Postgresql – Postgres DB is extremely fast with a query with a certain parameter, but extremely slow for another

postgresqlquery

I have a table called stats, where I store every action on a certain website (basically when the user clicks a link, data is saved in the db). The data is modeled with PostgreSQL as

(
id integer NOT NULL DEFAULT nextval('stats_id_seq'::regclass),
company integer NOT NULL,
layout integer NOT NULL,
browsername character varying(50) COLLATE pg_catalog."default",
lang character varying(5) COLLATE pg_catalog."default" NOT NULL,
...)

There are other fields that I don't think are relevant. Basically what I want to do is see which are the most used browsers for a certain company, by counting how many pages are visited by that browser and how many users there are for a given browser.

My query is:

select browsername, count(DISTINCT phpsessid) as visitors, count(*) as pages
from public.stats
where company=1 and createdate>'2017-01-01' and createdate<'2018-12-12' 
group by browsername order by visitors desc;

The stats table contains around 80 millions rows. Now, this query is extremely fast if I set company=1 or company=222 (it's the company ID). It takes less than half a second to fetch around 20k rows. However, it is EXTREMELY slow if I set company=13549, for instance (we're talking about literal hours here). Obviously something is wrong, either in the data modeling or in the way I query.

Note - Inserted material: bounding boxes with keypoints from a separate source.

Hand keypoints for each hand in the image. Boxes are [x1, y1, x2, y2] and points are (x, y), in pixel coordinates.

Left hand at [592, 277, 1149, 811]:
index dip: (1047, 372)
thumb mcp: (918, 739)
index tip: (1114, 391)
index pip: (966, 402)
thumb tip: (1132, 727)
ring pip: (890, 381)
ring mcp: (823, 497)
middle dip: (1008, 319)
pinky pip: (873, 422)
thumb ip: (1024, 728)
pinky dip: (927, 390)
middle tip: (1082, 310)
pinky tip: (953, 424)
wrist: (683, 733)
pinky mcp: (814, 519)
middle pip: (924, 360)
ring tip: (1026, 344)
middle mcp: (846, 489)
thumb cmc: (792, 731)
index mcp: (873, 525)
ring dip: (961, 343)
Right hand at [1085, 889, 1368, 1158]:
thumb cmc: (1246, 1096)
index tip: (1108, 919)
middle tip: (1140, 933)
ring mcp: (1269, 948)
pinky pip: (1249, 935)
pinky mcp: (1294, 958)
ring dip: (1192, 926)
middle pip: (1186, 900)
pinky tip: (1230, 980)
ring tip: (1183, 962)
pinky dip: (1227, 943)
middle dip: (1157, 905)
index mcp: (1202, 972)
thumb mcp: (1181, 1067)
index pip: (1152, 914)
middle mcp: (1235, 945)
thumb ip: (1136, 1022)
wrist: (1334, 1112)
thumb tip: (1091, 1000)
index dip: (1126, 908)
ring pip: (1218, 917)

How come there's such a difference for different companies? The DB was not done by me, so I apologize if I left something useful out, and feel free to ask.

The indexes are:

CREATE INDEX stats_new_company_13549_index
ON public.stats USING btree
(company, createdate)
TABLESPACE pg_default    WHERE company = 13549


CREATE INDEX stats_new_company_14863_index
ON public.stats USING btree
(company, createdate)
TABLESPACE pg_default    WHERE company = 14863

CREATE INDEX stats_new_company_createdate_cet_index
ON public.stats USING btree
(company, date(timezone('CET'::text, createdate)))
TABLESPACE pg_default;

CREATE INDEX stats_new_company_createdate_index_1
ON public.stats USING btree
(company, createdate)
TABLESPACE pg_default;

Here's the plan for the fast query: https://explain.depesz.com/s/uKmJ

And here's the plan for the slow one: https://explain.depesz.com/s/wysA

Just by looking at the plans you can see it took several minutes for the second one to even query the explain.

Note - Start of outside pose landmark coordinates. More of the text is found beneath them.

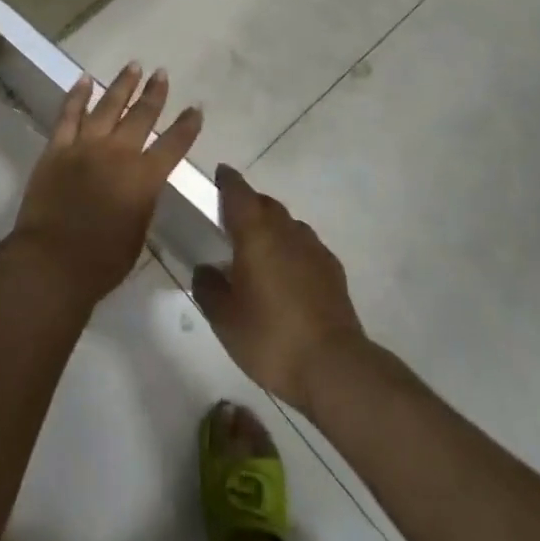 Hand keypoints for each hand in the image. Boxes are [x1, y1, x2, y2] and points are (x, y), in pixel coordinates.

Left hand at [9, 63, 202, 306]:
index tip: (196, 108)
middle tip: (161, 73)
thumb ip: (143, 200)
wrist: (52, 261)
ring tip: (133, 66)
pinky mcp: (57, 148)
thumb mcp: (138, 233)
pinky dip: (77, 95)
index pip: (173, 144)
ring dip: (122, 85)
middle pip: (141, 116)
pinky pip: (69, 114)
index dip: (187, 126)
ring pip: (107, 106)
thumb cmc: (102, 261)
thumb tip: (142, 182)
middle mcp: (118, 153)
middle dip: (154, 93)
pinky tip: (85, 80)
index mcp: (144, 178)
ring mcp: (85, 146)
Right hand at [192, 164, 367, 414]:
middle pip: (265, 203)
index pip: (238, 192)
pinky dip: (293, 250)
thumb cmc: (270, 337)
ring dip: (272, 227)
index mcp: (255, 233)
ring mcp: (314, 248)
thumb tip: (206, 270)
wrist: (333, 366)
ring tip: (260, 250)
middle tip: (233, 221)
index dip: (227, 181)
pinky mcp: (333, 270)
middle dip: (249, 204)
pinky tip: (288, 274)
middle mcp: (286, 230)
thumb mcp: (224, 319)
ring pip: (288, 224)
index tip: (220, 174)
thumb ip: (208, 288)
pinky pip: (306, 247) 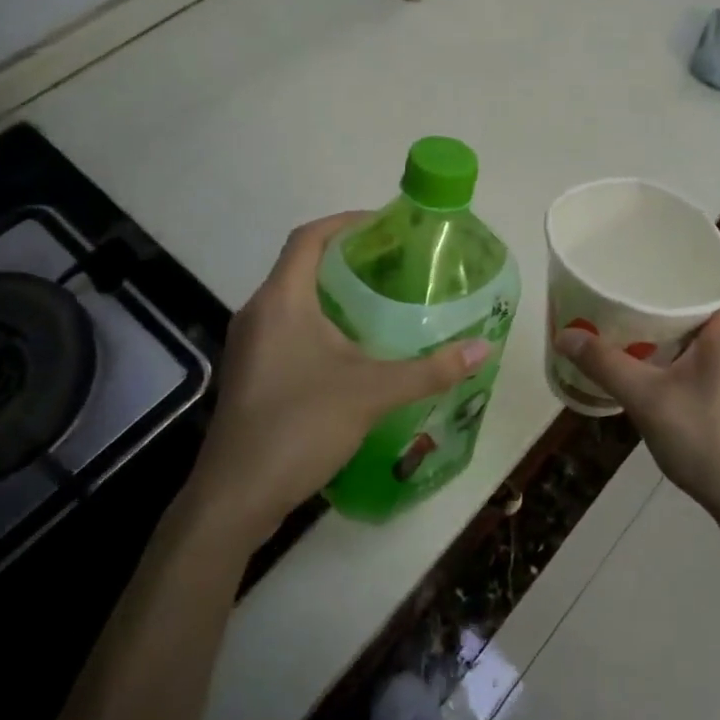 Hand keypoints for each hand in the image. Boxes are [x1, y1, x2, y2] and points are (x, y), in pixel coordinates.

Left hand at [183, 213, 490, 548]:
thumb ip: (430, 370)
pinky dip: (319, 323)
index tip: (385, 225)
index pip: (309, 237)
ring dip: (333, 294)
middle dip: (347, 259)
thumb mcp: (373, 393)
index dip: (346, 223)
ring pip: (293, 300)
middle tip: (395, 265)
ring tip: (381, 303)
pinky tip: (351, 350)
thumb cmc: (300, 426)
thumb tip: (483, 348)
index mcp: (281, 300)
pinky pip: (287, 329)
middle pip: (301, 266)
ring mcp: (249, 345)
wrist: (236, 496)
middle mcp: (258, 312)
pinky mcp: (250, 373)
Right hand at [553, 279, 719, 533]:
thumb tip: (565, 336)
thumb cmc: (705, 440)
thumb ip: (605, 365)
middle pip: (714, 298)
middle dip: (676, 285)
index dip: (699, 254)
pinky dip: (684, 345)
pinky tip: (654, 358)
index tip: (662, 247)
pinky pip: (710, 353)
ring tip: (636, 311)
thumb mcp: (647, 400)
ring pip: (711, 328)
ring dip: (679, 318)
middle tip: (634, 278)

I also noticed that after running the explain a couple of times, it got done in reasonable amounts the third time. From that moment onward, the query would also drastically reduce its execution time, from hours to a mere 4 seconds.
It's the second time it happens, and I swear I'm not crazy. If I change the company ID once again, the query takes hours again. I'm at lost here: is there some index problem?

Best Answer

The fast query retrieves and sorts 26229 rows - for that small number of rows, the sorting can be done in memory, so obviously this is going to be quick. First because retrieving the data only takes ~500ms and then the sorting is done in 50ms.

The slow query retrieves 560135 rows (20 times as many as the first query) but the time it wook - 149939ms - seems quite slow. Maybe your table (or index) is bloated - the number of blocks needed to read that number of rows is way too high I think.

You can run vacuum full analyze public.stats; and see if performance gets better after that.

Or maybe you simply have a very slow harddisk.

The sorting was done on disk, but that only added another 3 seconds to the total runtime.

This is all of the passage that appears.